**** Supplied material

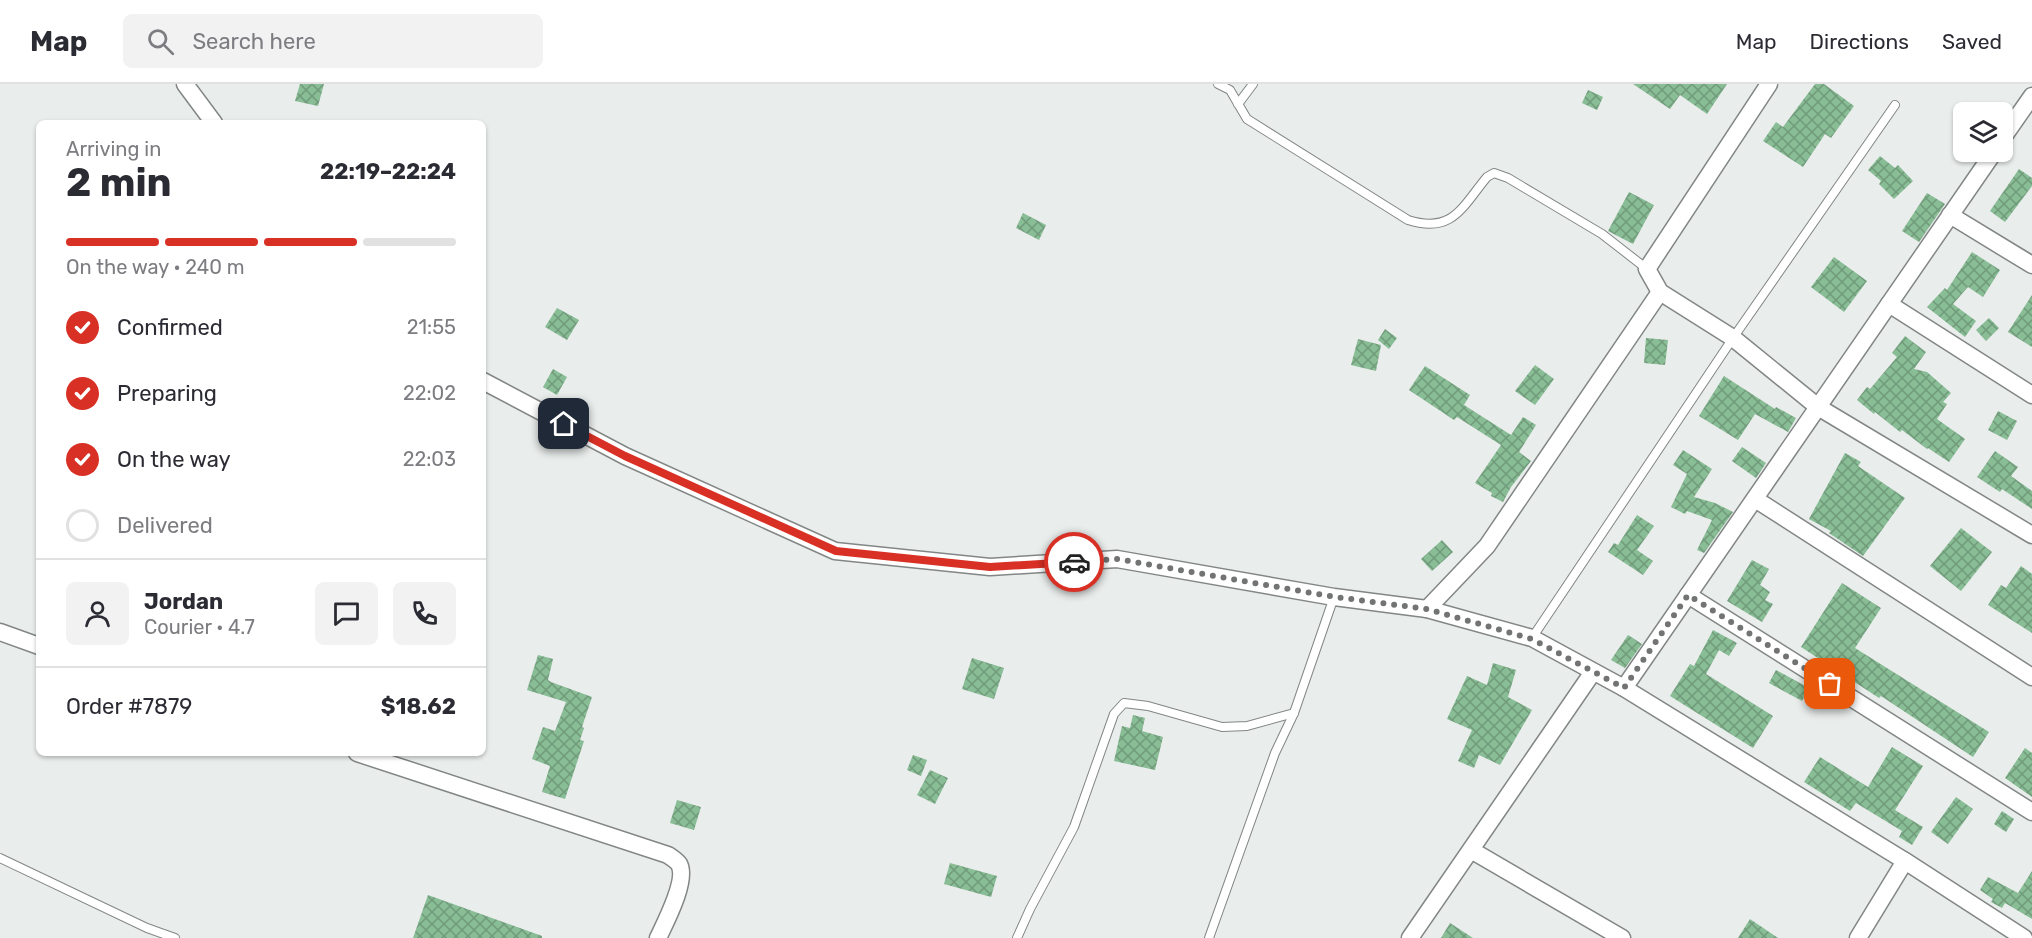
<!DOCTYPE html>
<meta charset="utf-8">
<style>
body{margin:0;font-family:Rubik,sans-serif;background:#f2f2f3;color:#2b2b33;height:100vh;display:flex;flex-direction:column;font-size:22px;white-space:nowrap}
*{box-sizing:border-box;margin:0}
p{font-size:20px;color:#7c7c81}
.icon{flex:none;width:33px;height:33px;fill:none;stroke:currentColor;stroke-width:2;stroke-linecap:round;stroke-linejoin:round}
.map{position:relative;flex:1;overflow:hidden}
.side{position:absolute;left:36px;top:36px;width:450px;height:636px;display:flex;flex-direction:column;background:#fff;border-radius:9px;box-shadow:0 2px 4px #0004}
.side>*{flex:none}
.buttons{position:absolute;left:1953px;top:18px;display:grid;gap:12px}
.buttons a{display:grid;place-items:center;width:60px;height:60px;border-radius:9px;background:#fff;box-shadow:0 2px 4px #0004;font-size:30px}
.pin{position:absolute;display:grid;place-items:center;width:51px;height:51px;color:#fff;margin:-26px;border-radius:12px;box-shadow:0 3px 9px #0006}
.courier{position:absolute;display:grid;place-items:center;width:60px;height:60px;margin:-30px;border:4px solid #d93025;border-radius:50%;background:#fff;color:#222;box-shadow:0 2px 8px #0007}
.overview em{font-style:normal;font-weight:700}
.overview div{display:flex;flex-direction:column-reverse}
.overview{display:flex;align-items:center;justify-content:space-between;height:102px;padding:0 30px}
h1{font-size:39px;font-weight:700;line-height:45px}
.bar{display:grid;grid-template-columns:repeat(4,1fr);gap:9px 6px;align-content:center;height:72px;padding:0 30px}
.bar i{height:8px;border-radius:4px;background:#e1e1e2}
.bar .on{background:#d93025}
.bar p{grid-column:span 4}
.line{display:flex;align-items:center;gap:15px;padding:0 30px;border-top:2px solid #e1e1e2}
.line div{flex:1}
.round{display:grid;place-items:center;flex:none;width:63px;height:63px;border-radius:9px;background:#f2f2f3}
ol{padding:0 30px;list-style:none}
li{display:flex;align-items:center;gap:18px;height:66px}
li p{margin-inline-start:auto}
li .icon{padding:6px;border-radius:50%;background:#d93025;color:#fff;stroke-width:4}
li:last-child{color:#7c7c81}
li i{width:33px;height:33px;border:3px solid #e1e1e2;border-radius:50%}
header{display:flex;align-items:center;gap:36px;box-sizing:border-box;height:84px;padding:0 30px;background:#fff;border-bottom:2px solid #e1e1e2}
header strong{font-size:28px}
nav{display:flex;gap:33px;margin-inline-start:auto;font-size:21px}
.search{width:420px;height:54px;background:#f2f2f3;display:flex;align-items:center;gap:15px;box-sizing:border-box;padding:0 21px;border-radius:9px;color:#7c7c81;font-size:22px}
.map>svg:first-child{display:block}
.building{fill:url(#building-cross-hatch)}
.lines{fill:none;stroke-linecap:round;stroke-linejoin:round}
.service-casing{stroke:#828685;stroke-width:10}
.minor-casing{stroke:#828685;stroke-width:19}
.service{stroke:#fff;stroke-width:8}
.minor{stroke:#fff;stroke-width:16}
.done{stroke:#727474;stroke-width:6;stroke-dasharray:0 10.8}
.route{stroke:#d93025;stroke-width:8}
</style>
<header>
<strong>Map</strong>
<div class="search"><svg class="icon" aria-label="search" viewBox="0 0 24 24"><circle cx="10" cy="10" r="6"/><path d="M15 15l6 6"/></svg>Search here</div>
<nav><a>Map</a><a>Directions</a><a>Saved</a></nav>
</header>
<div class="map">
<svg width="2032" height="854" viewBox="0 0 2032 854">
<defs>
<pattern id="building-cross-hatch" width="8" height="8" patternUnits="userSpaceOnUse" patternTransform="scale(1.5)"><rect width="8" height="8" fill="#88bd95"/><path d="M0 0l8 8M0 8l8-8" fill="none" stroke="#709a7a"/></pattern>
</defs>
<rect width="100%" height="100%" fill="#e9edec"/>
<!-- building -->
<g class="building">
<path d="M300 0H324L318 22 295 17Z"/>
<path d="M1633 0H1727L1707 30 1680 11 1670 25Z"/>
<path d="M1815 0H1824L1854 22 1831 54 1825 50 1803 83 1763 57 1776 38 1783 43Z"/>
<path d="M1588 6 1603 13 1597 26 1582 19Z"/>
<path d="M1880 72 1895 84 1898 81 1913 97 1894 115 1879 100 1881 97 1868 86Z"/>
<path d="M2019 85 2032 94V102L2005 138 1990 127Z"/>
<path d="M1629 108 1654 121 1633 160 1608 147Z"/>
<path d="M1927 109 1945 120 1919 158 1902 147Z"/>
<path d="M1023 129 1046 141 1039 156 1016 144Z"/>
<path d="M1972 168 2000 186 1983 213 1968 203 1953 220 1976 237 1965 253 1927 223 1945 204 1947 206Z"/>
<path d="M1834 173 1867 197 1844 228 1811 203Z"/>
<path d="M2032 211V263L2008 248Z"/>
<path d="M557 224 579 236 567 256 545 243Z"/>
<path d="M1989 234 1999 244 1986 257 1976 246Z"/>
<path d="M1385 245 1397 254 1389 265 1378 256Z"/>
<path d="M1905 252 1926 268 1914 285 1927 288 1951 309 1943 318 1947 320 1937 335 1965 355 1949 378 1928 364 1927 365 1902 346 1900 348 1875 328 1874 330 1857 316 1867 303 1870 305 1897 273 1892 269Z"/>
<path d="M1646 254 1668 256 1665 281 1644 279Z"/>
<path d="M1358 255 1381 261 1376 287 1351 281Z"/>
<path d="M1535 281 1554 295 1535 321 1515 307Z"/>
<path d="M1425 282 1470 311 1464 321 1511 351 1523 333 1536 341 1519 368 1531 377 1511 403 1503 418 1491 412 1492 409 1475 399 1501 361 1457 333 1454 336 1409 306Z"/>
<path d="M553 285 567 293 557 311 543 303Z"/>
<path d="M1724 292 1775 325 1776 323 1796 334 1788 348 1755 330 1738 356 1699 332Z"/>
<path d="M1998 327 2017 337 2007 356 1988 346Z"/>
<path d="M1742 363 1766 379 1756 394 1732 377Z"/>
<path d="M1683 366 1712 385 1694 413 1715 419 1733 428 1704 469 1697 466 1712 436 1687 427 1685 430 1671 423 1687 390 1673 381Z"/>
<path d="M1995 367 2018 383 2011 392 2032 407V425L2002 405 2000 408 1977 393Z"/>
<path d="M1845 369 1861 378 1858 382 1905 414 1863 472 1829 449 1831 447 1809 435Z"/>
<path d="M1637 431 1654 442 1637 466 1653 477 1643 491 1608 468 1614 459 1618 461Z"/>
<path d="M1961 444 1992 468 1961 507 1930 482Z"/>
<path d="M1442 456 1453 468 1432 487 1421 475Z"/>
<path d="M1752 476 1769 485 1760 501 1770 508 1765 516 1773 520 1762 538 1727 517Z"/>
<path d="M2021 482 2032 490V549L1988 521 2001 501 2006 504Z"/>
<path d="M1842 499 1881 524 1855 564 1989 648 1973 673 1881 612 1879 614 1801 563Z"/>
<path d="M1713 546 1737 559 1729 572 1719 566 1706 590 1773 632 1753 664 1670 612 1690 580 1694 582Z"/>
<path d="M1628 551 1642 560 1625 584 1611 576Z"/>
<path d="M538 571 553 575 548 596 551 598 592 613 582 643 584 644 580 656 584 657 565 715 542 708 550 682 532 675 543 643 555 647 566 618 527 606Z"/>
<path d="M972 574 1004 584 994 615 962 605Z"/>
<path d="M1493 579 1516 586 1508 613 1532 626 1500 681 1479 671 1474 684 1458 677 1472 646 1447 635 1467 592 1487 601Z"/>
<path d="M1776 586 1809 604 1802 617 1769 599Z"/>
<path d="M1133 631 1145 634 1142 647 1163 653 1155 686 1114 677 1122 642 1130 644Z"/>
<path d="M1892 663 1923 682 1895 726 1923 743 1912 761 1899 753 1902 747 1856 719 1850 727 1804 698 1820 673 1868 703Z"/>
<path d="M2025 664 2032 669V713L2005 694Z"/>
<path d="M913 671 927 676 921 692 907 686Z"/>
<path d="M930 686 948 694 935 720 917 711Z"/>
<path d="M1956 713 1973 725 1948 760 1931 748Z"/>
<path d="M677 716 701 723 694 746 670 739Z"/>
<path d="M2002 727 2014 735 2006 748 1994 740Z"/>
<path d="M950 779 997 792 991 813 944 800Z"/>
<path d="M2032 787V835L2005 819 2002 824 1991 818 1993 815 1980 806 1988 793 2018 809Z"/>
<path d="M428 811 542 852V854H413Z"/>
<path d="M1750 835 1778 854H1738Z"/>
<path d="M1450 839 1473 854H1441Z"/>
</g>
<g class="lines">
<defs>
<g id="service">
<path d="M1218 0 1230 6 1247 35 1408 136C1453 150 1462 123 1487 93L1494 89 1508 94 1602 150 1647 185"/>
<path d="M1238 20 1253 0"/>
<path d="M1532 554 1733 254 1895 21"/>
<path d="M0 774 147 844 175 854"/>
<path d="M1017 854 1030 825 1074 743 1114 630 1124 619 1148 622 1222 643 1247 642 1294 629"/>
<path d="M1209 854 1275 669 1294 629 1334 513"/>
</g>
<g id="minor">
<path d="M185 0 214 39"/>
<path d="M1769 0 1647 185 1660 208 1733 254 1818 323 2032 451"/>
<path d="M2002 55 2032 12"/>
<path d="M1950 131 2032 181"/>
<path d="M1889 220 2032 311"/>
<path d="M483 297 625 372 835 467 990 483 1117 475 1334 513 1427 525 1532 554 1624 604 1905 777 2024 854"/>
<path d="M1755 415 2032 593"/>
<path d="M1688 511 2032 728"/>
<path d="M1427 525 1487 462 1660 208"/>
<path d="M0 548 39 562"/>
<path d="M1624 604 1994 68"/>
<path d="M357 669 668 771C671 773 677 777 679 780 688 796 665 839 658 854"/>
<path d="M1471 766 1622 854"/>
<path d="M1410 854 1593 588"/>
<path d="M1858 854 1905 777"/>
</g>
</defs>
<!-- service casing -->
<use href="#service" class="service-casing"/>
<!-- minor casing -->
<use href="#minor" class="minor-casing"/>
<!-- service -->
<use href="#service" class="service"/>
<!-- minor -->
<use href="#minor" class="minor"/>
</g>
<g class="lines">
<!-- done -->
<path class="done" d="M1074 478 1117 475 1335 513 1427 525 1532 555 1624 604 1688 511 1830 600"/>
<!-- route -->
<path class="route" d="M564 340 625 372 836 467 990 483 1074 478"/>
</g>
</svg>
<div class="buttons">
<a><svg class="icon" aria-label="layers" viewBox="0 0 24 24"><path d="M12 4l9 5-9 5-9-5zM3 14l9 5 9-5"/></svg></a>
</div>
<div class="pin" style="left:1830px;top:600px;background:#ea580c"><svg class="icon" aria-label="bag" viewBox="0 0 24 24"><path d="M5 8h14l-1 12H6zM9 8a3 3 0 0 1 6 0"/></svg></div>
<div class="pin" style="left:564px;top:340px;background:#1f2937"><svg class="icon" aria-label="home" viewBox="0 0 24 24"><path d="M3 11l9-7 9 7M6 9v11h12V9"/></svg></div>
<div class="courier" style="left:1074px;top:478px"><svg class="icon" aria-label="car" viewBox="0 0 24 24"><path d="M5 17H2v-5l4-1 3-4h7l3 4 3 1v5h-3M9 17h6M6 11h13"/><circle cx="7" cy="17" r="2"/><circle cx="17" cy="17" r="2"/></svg></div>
<section class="side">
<div class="overview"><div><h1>2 min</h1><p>Arriving in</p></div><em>22:19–22:24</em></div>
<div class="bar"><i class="on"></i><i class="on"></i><i class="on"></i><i></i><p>On the way · 240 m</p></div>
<ol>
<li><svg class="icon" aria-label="check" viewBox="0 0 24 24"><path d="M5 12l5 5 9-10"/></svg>Confirmed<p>21:55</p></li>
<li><svg class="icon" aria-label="check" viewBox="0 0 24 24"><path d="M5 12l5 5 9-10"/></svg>Preparing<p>22:02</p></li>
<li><svg class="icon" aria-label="check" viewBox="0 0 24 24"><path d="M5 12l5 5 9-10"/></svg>On the way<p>22:03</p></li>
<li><i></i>Delivered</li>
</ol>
<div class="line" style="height:108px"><a class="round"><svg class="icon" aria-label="person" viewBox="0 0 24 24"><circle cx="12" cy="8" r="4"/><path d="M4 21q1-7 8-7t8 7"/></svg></a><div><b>Jordan</b><p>Courier · 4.7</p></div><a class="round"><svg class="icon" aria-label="chat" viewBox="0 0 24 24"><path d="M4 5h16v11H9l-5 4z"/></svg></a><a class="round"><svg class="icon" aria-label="phone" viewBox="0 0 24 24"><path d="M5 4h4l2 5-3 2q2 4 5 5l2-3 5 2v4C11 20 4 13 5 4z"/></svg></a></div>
<div class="line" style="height:78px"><div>Order #7879</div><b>$18.62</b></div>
</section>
</div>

********

**Your assignment:**
Report each line of the entries where the word "strong" occurs.

**Worked solution:**
header strong{font-size:28px}
<strong>Map</strong>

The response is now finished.